Have you ever wanted to have just one or two adult friends who can do life with you? Finding those friends can be somewhat of a challenge given our busy lives. In fact, when people are asked, many will say they have no serious friendships (but lots of superficial friends). Loneliness is a real problem in our culture.
A Dutch sociologist tracked friendships and found that in seven years, your close friends won’t be close anymore. Every seven years, half of our friends fade out of our lives.
We all need friends. Researchers bear this out when they tell us that friends are critical to a happy life. In fact, very happy people have five friends. So what can you do to make and keep adult friends? Here are a few tips:
- Try reconnecting with old friends. Maybe you’ve lost touch, but you have some history together with old friends. And because of social media, it is easy to reach out and connect again. As you reconnect over coffee or a quick lunch, ask about their network of friends as well. This takes a little assertiveness, but isn’t that difficult.
- Be interested in other people. To be a good friend, don’t always talk about yourself. Listen and look for similarities and commonalities with others. Commonalities bring people together. A friend also celebrates positive events in a person’s life. Be responsive to your friend’s good news.
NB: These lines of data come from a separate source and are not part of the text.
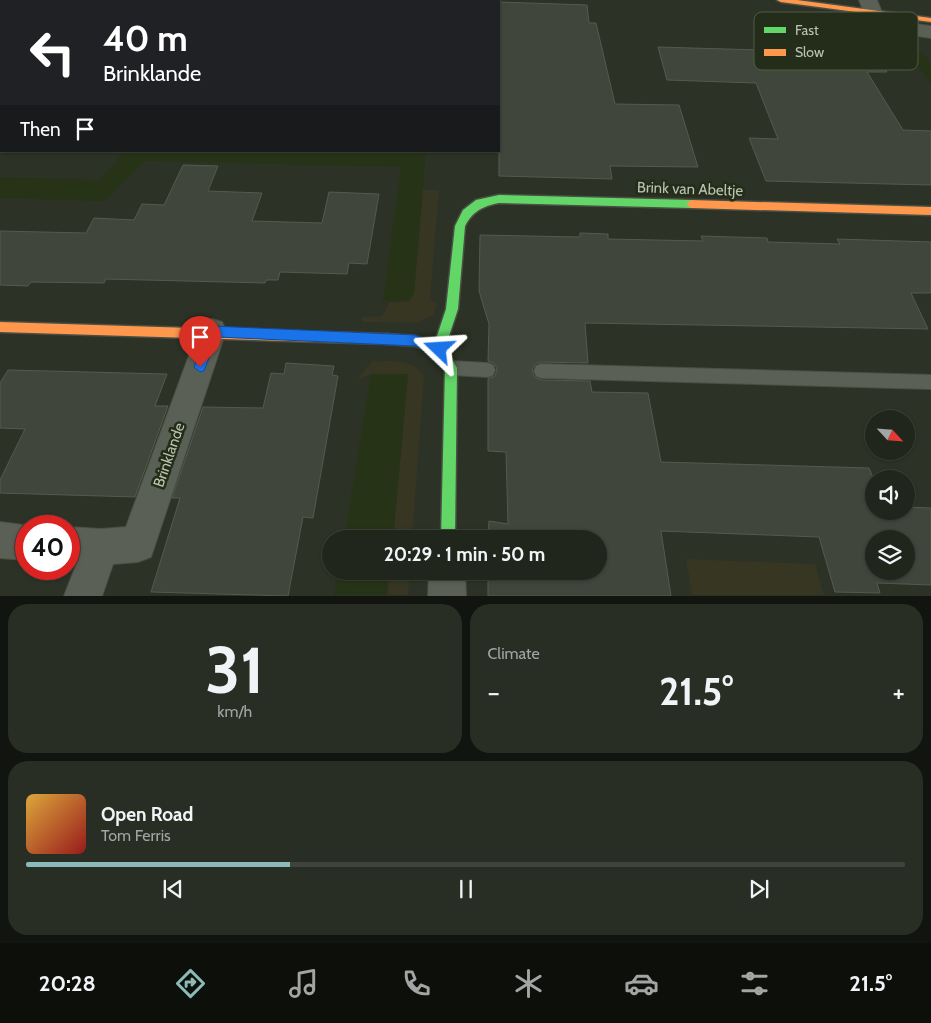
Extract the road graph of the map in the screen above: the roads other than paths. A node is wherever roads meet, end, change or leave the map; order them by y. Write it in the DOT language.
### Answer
graph roads {
  1 [pos="781,0"];
  2 [pos="867,12"];
  3 [pos="918,18"];
  4 [pos="931,20"];
  5 [pos="918,28"];
  6 [pos="931,32"];
  7 [pos="931,212"];
  8 [pos="0,327"];
  9 [pos="212,332"];
  10 [pos="439,349"];
  11 [pos="451,368"];
  12 [pos="488,370"];
  13 [pos="542,371"];
  14 [pos="931,382"];
  15 [pos="448,530"];
  16 [pos="0,540"];
  17 [pos="15,541"];
  18 [pos="85,546"];
  19 [pos="447,580"];
  20 [pos="83,596"];
  21 [pos="447,596"];
  1 -- 2 [label="street"];
  3 -- 4 [label="street"];
  5 -- 6 [label="street"];
  7 -- 10 [label="street, Brink van Abeltje"];
  8 -- 9 [label="street"];
  9 -- 10 [label="street"];
  9 -- 18 [label="street, Brinklande"];
  10 -- 11 [label="street"];
  11 -- 12 [label="lane"];
  11 -- 15 [label="street"];
  13 -- 14 [label="lane"];
  16 -- 17 [label="street"];
  18 -- 20 [label="street, Brinklande"];
  19 -- 21 [label="street"];
}
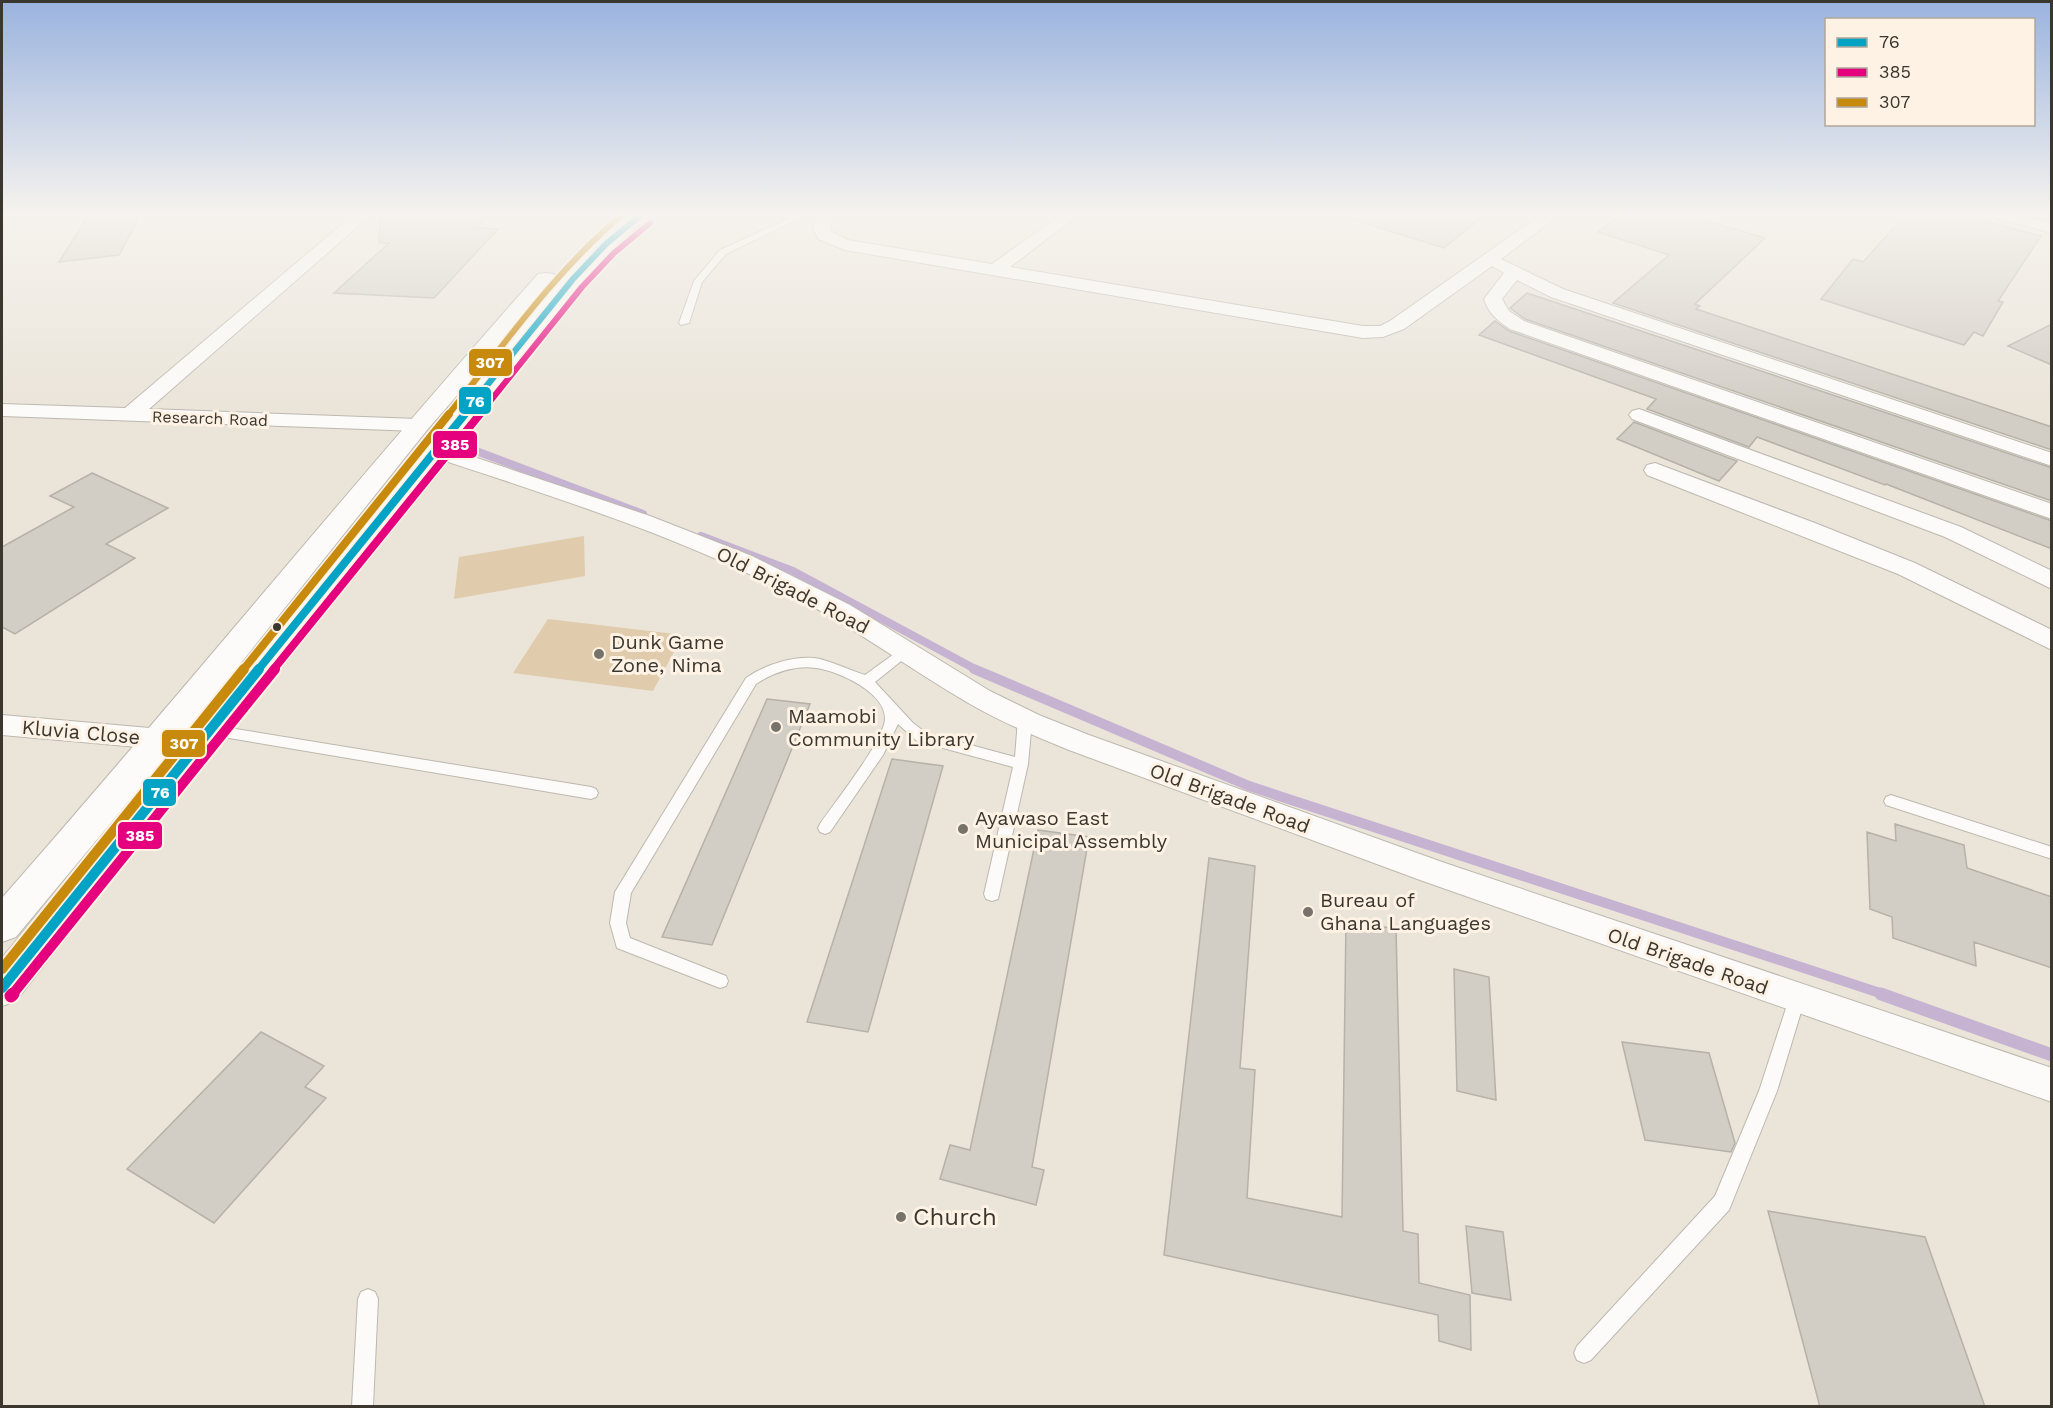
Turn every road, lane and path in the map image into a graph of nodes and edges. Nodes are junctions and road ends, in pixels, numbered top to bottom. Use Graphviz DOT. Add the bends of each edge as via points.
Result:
graph roads {
  1 [pos="288,280"];
  2 [pos="546,280"];
  3 [pos="572,280"];
  4 [pos="698,280"];
  5 [pos="1059,280"];
  6 [pos="1462,280"];
  7 [pos="1509,280"];
  8 [pos="1528,280"];
  9 [pos="684,323"];
  10 [pos="2,410"];
  11 [pos="130,415"];
  12 [pos="1639,415"];
  13 [pos="418,425"];
  14 [pos="435,450"];
  15 [pos="2052,460"];
  16 [pos="1655,470"];
  17 [pos="2052,512"];
  18 [pos="2052,581"];
  19 [pos="2052,641"];
  20 [pos="905,651"];
  21 [pos="867,681"];
  22 [pos="891,707"];
  23 [pos="1025,720"];
  24 [pos="2,725"];
  25 [pos="209,730"];
  26 [pos="160,738"];
  27 [pos="1021,764"];
  28 [pos="591,793"];
  29 [pos="1891,801"];
  30 [pos="825,828"];
  31 [pos="2052,853"];
  32 [pos="992,894"];
  33 [pos="2,925"];
  34 [pos="720,981"];
  35 [pos="2,988"];
  36 [pos="1797,999"];
  37 [pos="2052,1085"];
  38 [pos="368,1299"];
  39 [pos="1584,1353"];
  40 [pos="362,1407"];
  1 -- 11 [label="street"];
  2 -- 13 [label="main road"];
  3 -- 14 [label="main road"];
  4 -- 9 [label="lane"];
  5 -- 6 [label="street" via="1363,332 1383,331 1397,325"];
  7 -- 17 [label="street" via="1493,299 1502,315 1517,325"];
  8 -- 15 [label="street" via="1557,293"];
  10 -- 11 [label="street, Research Road"];
  11 -- 13 [label="street, Research Road"];
  12 -- 18 [label="street" via="1953,532"];
  13 -- 26 [label="main road"];
  14 -- 20 [label="street, Old Brigade Road" via="594,503 732,556 841,610"];
  14 -- 25 [label="main road"];
  16 -- 19 [label="street" via="1878,557 2002,613"];
  20 -- 21 [label="lane"];
  20 -- 23 [label="street, Old Brigade Road" via="970,692"];
  21 -- 22 [label="lane"];
  21 -- 34 [label="lane" via="817,663 765,671 751,681 623,892 618,923 623,943"];
  22 -- 27 [label="lane" via="922,737"];
  22 -- 30 [label="lane" via="892,722 878,751"];
  23 -- 27 [label="lane"];
  23 -- 36 [label="street, Old Brigade Road" via="1199,789"];
  24 -- 26 [label="street, Kluvia Close"];
  25 -- 28 [label="lane"];
  25 -- 35 [label="main road"];
  26 -- 33 [label="main road"];
  27 -- 32 [label="lane"];
  29 -- 31 [label="lane"];
  36 -- 37 [label="street, Old Brigade Road"];
  36 -- 39 [label="lane" via="1768,1090 1722,1203"];
  38 -- 40 [label="lane"];
}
- Get beyond superficial. You don’t have to have conversations that sound like a therapy session, but you do need to open up a bit. The more you know someone beyond a superficial level, the more invested you are in their life. So, open up your heart. Risk being vulnerable with a friend you can trust. It will lead to a deeper friendship.
- Make time for others. There is no shortcut here. You have to spend time with someone to get to know them. Force yourself out of your apartment or bed. Accept an invite. Spending time with someone means you value that person. Get off of your phone and do something active with a real person.
- Become a member of a social group. Maybe it is a small group at church, a sailing club, a painting group, a reading club—something of interest that will get you connected to other people. In fact, you might start a group based on an interest you have. A group that is organized around a common interest can expand your friendship network.
- Tell your friends that you value them. Don’t keep score as to who is more assertive about the relationship. Just keep in touch, be positive, get to know the person and tell them they are important in your life. Again, positive feedback in a relationship helps build it.
Now get out there and do it! The benefits will be worth the effort.